Ini mungkin menjadi yang kesekian kalinya saya berkunjung ke Kroya. Bagi warga Banyumas seperti saya, berkunjung ke daerah Cilacap mungkin tak terasa begitu spesial, karena rasanya seperti berkunjung ke tetangga samping rumah.

Berbeda dengan teman-teman lain yang datang dari wilayah Jawa Tengah bagian utara seperti Pekalongan, Rembang, Demak, Pati dan Semarang. Barangkali ini menjadi momentum pertama kalinya mereka berkunjung ke Kroya.

Namun, satu hal yang membuat kunjungan saya ke Kroya kali ini terasa cukup spesial adalah saya berkunjung ke salah satu pesantren bersejarah di Kabupaten Cilacap, Pesantren Miftahul Huda Kroya.

Yah, meskipun saya datang bukan untuk mendaftar sebagai santri atau mondok, melainkan hanya untuk mengikuti workshop jurnalistik filantropi yang diadakan oleh NU Online dan NUCARE-LAZISNU selama tiga hari.

Jurnalisme filantropi bagi saya adalah sebuah barang baru, mungkin juga bagi teman-teman peserta yang lainnya. Karena, sepanjang saya beraktivitas di dunia tulis menulis, yang saya tahu hanya dua jenis berita saja, hardnews dan softnews. Ah, mungkin itu karena kebodohan saya saja, sehingga saya baru tahu sekarang jika ada satu genre jurnalisme bernama jurnalisme filantropi.

Baca Juga : Direktur NU Online: Jurnalisme Kunci Kenalkan NU pada Gen Z

Jurnalisme Filantropi: Bukan Untuk Menjual Kesedihan!

Pemberitaan tentang aksi-aksi sosial dan kemanusiaan sering kali hanya berhenti pada narasi yang menjual air mata dan kesedihan, bahkan cenderung tampak seperti hanya mengeksploitasi penderitaan. Alih-alih bisa menginspirasi banyak orang yang melihatnya, sebaliknya hanya mendramatisir suasana belaka.

Setidaknya itulah alasan yang bisa saya tangkap kenapa NU Online dan NUCARE-LAZISNU sampai harus mengelar workshop jurnalistik filantropi selama 3 hari, 23-26 Mei 2025 di Pesantren Miftahul Huda, Kroya Cilacap.

Terlepas dari makna secara tekstual tentang apa itu jurnalisme filantropi yang masih sangat terbuka lebar untuk diperdebatkan. Dan saya rasa, Hamzah Sahal, selaku Direktur NU Online saat memaparkannya di sesi pertama pelatihan juga tak begitu mempersoalkan maknanya secara harfiah. Namun ia lebih menekankan pada konteksnya, yaitu jurnalisme yang bukan hanya menjual kesedihan, mengeksploitasi penderitanya.

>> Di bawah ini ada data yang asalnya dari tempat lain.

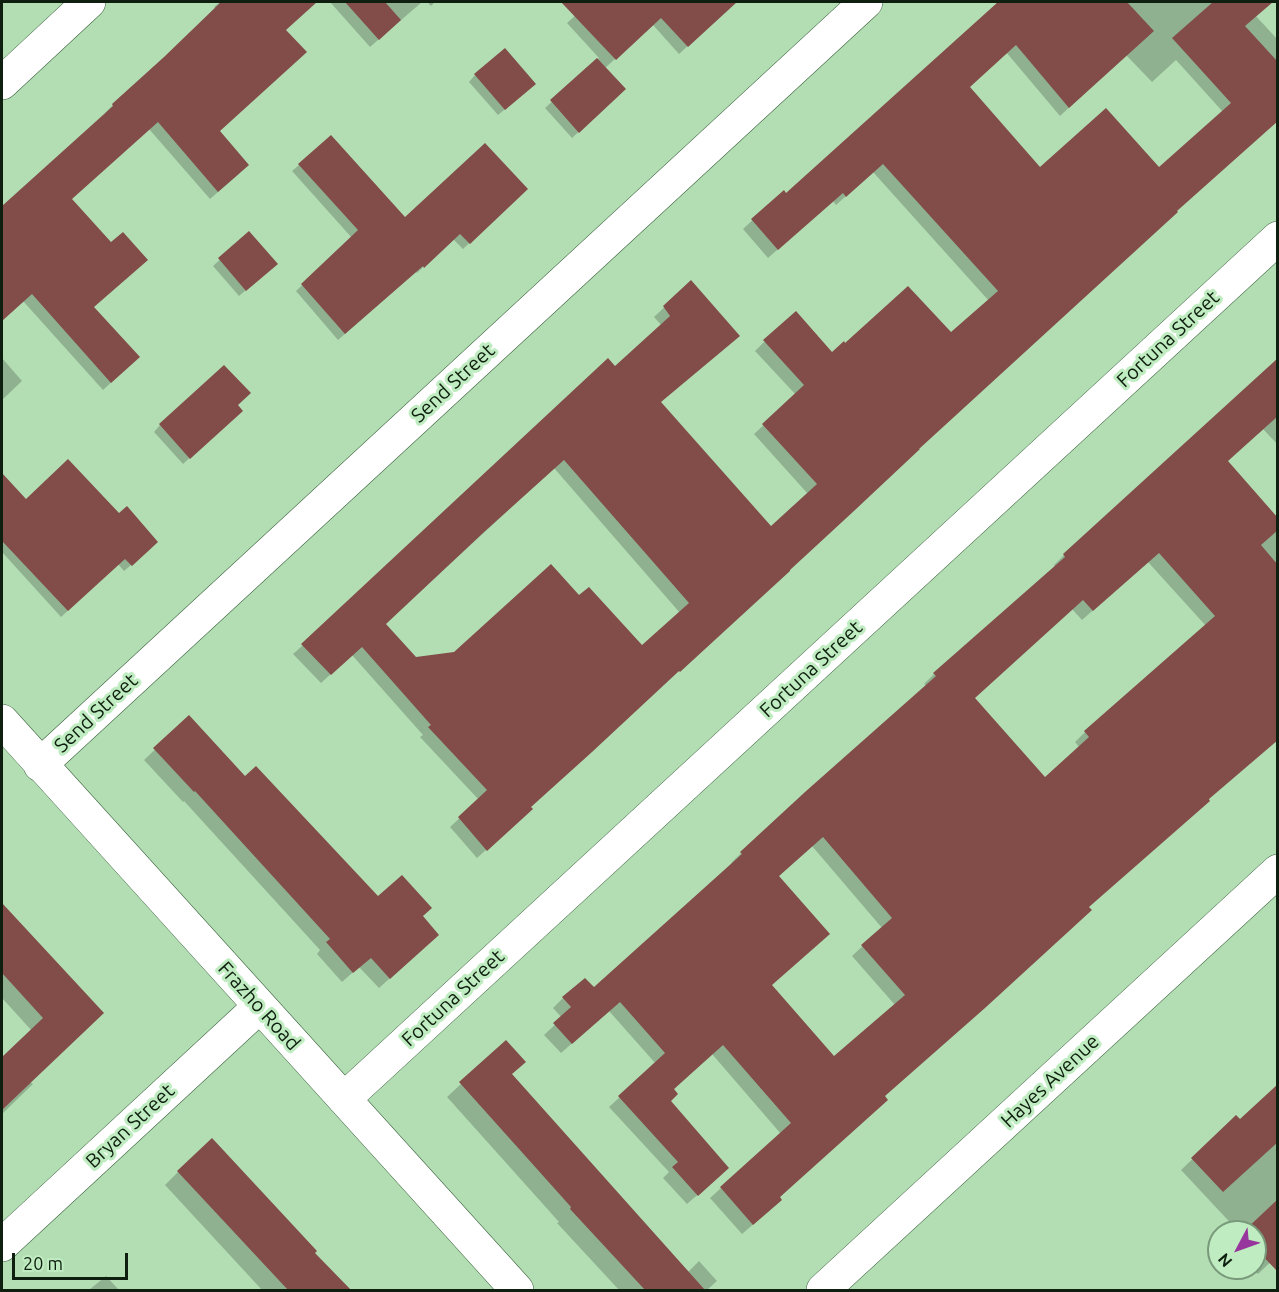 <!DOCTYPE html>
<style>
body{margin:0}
#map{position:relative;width:1279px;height:1292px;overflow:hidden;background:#b3deb4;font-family:Ubuntu,sans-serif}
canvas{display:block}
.frame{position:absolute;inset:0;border:3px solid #0f1f0f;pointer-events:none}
.north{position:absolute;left:1207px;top:1220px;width:60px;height:60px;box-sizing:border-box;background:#c0ecc1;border:2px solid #799a7a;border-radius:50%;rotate:229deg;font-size:16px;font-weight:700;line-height:24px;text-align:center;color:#0f1f0f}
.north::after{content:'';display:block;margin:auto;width:21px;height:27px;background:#97369d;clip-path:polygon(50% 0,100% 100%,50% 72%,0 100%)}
.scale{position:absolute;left:12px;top:1253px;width:116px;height:27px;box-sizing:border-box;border:3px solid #0f1f0f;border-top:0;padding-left:8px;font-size:18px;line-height:21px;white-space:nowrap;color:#0f1f0f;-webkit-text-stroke:4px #c0ecc1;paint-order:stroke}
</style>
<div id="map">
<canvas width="1279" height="1292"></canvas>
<div class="frame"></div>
<div class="north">N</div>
<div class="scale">20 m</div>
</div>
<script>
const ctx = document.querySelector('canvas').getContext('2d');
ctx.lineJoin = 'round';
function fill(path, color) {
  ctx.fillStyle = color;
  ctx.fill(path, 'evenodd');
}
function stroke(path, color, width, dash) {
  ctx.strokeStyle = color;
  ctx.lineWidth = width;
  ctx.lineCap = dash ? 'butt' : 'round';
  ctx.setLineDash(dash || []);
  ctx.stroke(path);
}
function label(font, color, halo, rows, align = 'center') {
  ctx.font = font + ' Ubuntu,sans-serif';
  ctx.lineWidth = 6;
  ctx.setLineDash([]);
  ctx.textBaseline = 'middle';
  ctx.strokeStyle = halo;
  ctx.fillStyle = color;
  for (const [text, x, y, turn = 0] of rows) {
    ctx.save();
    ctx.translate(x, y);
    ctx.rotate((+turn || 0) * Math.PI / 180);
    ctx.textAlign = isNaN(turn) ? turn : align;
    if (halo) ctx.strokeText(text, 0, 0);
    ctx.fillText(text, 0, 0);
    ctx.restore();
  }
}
fill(new Path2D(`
 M220,2h96l-32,28 -66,101 22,42 -30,26 -61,-70 -79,70 23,108 37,58 -27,25 -80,-89 -21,19v-112l104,-94 -1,-1 8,-8 52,-47 51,-49 -2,-2z
 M330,2h92l-52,45z
 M427,2h8l-4,4z
 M590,2h146l-57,52 -26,-29 -48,43 13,27 -46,43 -27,-30 54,-50 -32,-35z
 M1002,2h241l35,38v79l-103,92 -646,596 -7,11 -45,40 -27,-31 29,-27 -59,-63 3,-2 -71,-80 -31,28 -28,-29 369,-328 -8,-9 37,-35 47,54 -79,67 111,125 38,-34 -54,-60 42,-39 -41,-44 9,-9 68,12 118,-20 39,-33 -116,-129 -37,33 -3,-4 -65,57 -25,-29 40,-37 3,3zM1006,52l54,64 66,-61 26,27 24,-22 47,52 -64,57h-119l-72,-82zM554,468l126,145 -39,34 -62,-50 -124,57 -39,5 -31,-35z
 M475,75l53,15 -30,25 -29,-33z
 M331,137l74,82 121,-30 -63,60 -10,-10 -36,34 -1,-1 -78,68 -42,-49 56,-53 -60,-67z
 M249,233l21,37 -31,26 -26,-30z
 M2,358l20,23 -20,19z
 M1278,360v85l-15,-16 -37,32 52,59v214l-71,66 -119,107 -205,190 -104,101 -9,12 -28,24 -32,-36 71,-64 -69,-80 -39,36 -4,11 48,77 -30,26 -24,-26 6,-6 -60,-65 47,-43 -47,-53 -48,42 -17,-18 18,-17 -9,-10 10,-10 30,-9 140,-125 -2,-1 10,-10 186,-167 -3,-2 10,-10 121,-107 -1,-2 10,-10zM1148,562l58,64 -121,106 -10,10 4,5 -34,32 -72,-81 99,-89 10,11zM812,846l70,82 -30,28 43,49 -61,54 -63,-73 7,-109z
 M234,417l-51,47 -29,-32 6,-7z
 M2,475l24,26 124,48 -26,22 -6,-7 -57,53 -59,-65z
 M189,717l56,61 133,120 49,47 -48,43 -20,-21 -17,15 -25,-28 3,-4 -136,-149 -1,1 -39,-42z
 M2,905l100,108 -72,69 3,2 -31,30v-55l30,-28 -30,-33z
 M506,1042l5,32 176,199 12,-12 18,20 -10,9h-88l-62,-67 2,-1 -112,-125z
 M1278,1086v169l-20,19 -6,-6h3v-36h-16l-58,-62 55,-53 4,4z
 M178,1172l135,81 36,37h-87l-97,-105z
 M106,1276l13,14h-30z`), '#0003');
fill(new Path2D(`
 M221,2h96l-31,28 21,22 -87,79 29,34 -31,27 -60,-70 -86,77 39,43 12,-10 25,28 -54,47 46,50 -29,26 -79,-89 -30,27v-115l111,-100 -1,-2 52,-47z
 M345,2h40l16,18 -22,20z
 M561,2h176l-49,45 -27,-29 -45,42z
 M998,2h129l27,29 -85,77 -53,-63 -46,42 70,80 66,-59 53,59 72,-64 -59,-65 41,-36h60l-28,24 33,36v59l-101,90 1,1 -259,237h1l-65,61 -65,60v1l-110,101 -1,-1 -87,81 -61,55 2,2 -46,42 -29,-34 29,-27 -59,-63 3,-2 -69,-78 -31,28 -30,-31 307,-286 7,8 55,-50 -7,-10 28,-26 49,56 -79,66 110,124 46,-42 -55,-60 42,-39 -41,-45 33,-29 36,41 12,-11 1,2 63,-57 43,46 47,-41 -115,-127 -37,33 -3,-4 -65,57 -27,-31 33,-29 2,3zM564,460l125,143 -47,42 -53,-58 -10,8 -28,-31 -97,88 -38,5 -30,-33 98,-92z
 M505,48l31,36 -31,26 -31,-36z
 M597,58l29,31 -47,44 -29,-33z
 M331,135l74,82 80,-74 43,46 -58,55 -10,-10 -36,34 -1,-2 -78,68 -44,-50 57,-54 -60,-66z
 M249,231l29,33 -32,27 -28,-33z
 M1278,358v58l-50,45 50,57v12l-17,15 17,20v175l-69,59 1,2 -121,106 3,3 -107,98 -100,88 3,4 -108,97 2,3 -29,25 -33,-38 71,-64 -68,-78 -49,44 4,5 -7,7 58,67 -31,28 -26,-29 6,-5 -60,-66 47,-43 -45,-51 -48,42 -19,-21 18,-16 -9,-10 23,-19 9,9 148,-133 -2,-2 65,-60 131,-116 -3,-3 132,-116 -2,-3zM1159,553l56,63 -131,115 5,6 -44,40 -70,-79 108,-98 10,11zM823,837l69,81 -31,27 44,50 -71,61 -62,-71 58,-51 -51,-58z
 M224,365l27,28 -13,12 5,6 -53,48 -31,-35z
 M68,459l51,54 8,-7 31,36 -26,24 -7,-7 -57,52 -66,-70v-68l24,26z
 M189,715l56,61 11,-10 122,130 24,-21 30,33 -9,8 16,19 -49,44 -19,-21 -18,15 -27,-31 4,-3 -135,-148 -1,1 -41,-44z
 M2,903l102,110 -102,97v-53l41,-39 -41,-45z
 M506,1040l20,22 -14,12 193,216h-60l-75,-81 1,-2 -112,-125z
 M1278,1084v58l-55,50 -32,-34 45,-43 4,4z
 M212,1138l105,113 -2,2 36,37h-63l-111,-119z
 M1278,1199v73l-23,-24v-16h-12z`), '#824c48');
const minor = new Path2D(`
 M2,83l87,-81
 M2,721l515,569
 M40,765l826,-763
 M344,1099l934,-861
 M2,1245l257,-238
 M823,1290l455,-419`);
stroke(minor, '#3b623d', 34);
stroke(minor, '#fff', 33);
label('20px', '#0f1f0f', '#c0ecc1', [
 ["Fortuna Street",1168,339,-43],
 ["Send Street",453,383,-43],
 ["Fortuna Street",811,669,-43],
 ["Send Street",96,713,-43],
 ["Fortuna Street",453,998,-43],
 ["Frazho Road",259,1006,48],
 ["Hayes Avenue",1050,1081,-43],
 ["Bryan Street",130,1126,-43]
]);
</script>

Lebih dari itu, jurnalisme filantropi adalah jurnalisme yang  lebih menekankan pada nilai-nilai kedermawanan. Baik dalam bentuk materi maupun non-materi. Kedermawanan tak melulu soal menyumbang mie instan, uang dan beras saja.

Kedermawanan bisa juga berupa tenaga, ilmu, bahkan waktu dan perhatian. Di sinilah letak pembeda yang sangat penting antara jurnalisme biasa dengan jurnalisme filantropi. Jika jurnalisme umum hanya sebatas melaporkan peristiwa dan aksi sosial sebagai fakta, maka jurnalisme filantropi menyorot sisi kemanusiaannya. Ia mengangkat semangat berbagi, semangat melayani sesama.

Tujuan dari jurnalisme semacam ini pun tidak sederhana. Pertama, sebagai bentuk apresiasi. Ya, jurnalisme ini hadir untuk memberi penghargaan terhadap para pelaku kebaikan.

Mereka yang mungkin selama ini bekerja dalam diam, tanpa sorotan kamera, tanpa pamrih. Melalui tulisan, kita diajak untuk tidak melupakan jasa-jasa mereka, bahkan sekecil apapun perannya dalam membantu sesama.

Tujuan kedua adalah literasi. Jurnalisme filantropi berfungsi sebagai wahana edukasi masyarakat. Ia mengedukasi bahwa kebaikan itu bisa dilakukan oleh siapa saja, kapan saja, dan dalam bentuk apa saja.

Bahwa membantu tidak harus kaya dulu. Bahwa berbagi bukan soal banyaknya, tapi soal kemauan. Dan bahwa menjadi manusia itu, pada hakikatnya, adalah tentang saling meringankan beban dan membantu satu dengan yang lainnya.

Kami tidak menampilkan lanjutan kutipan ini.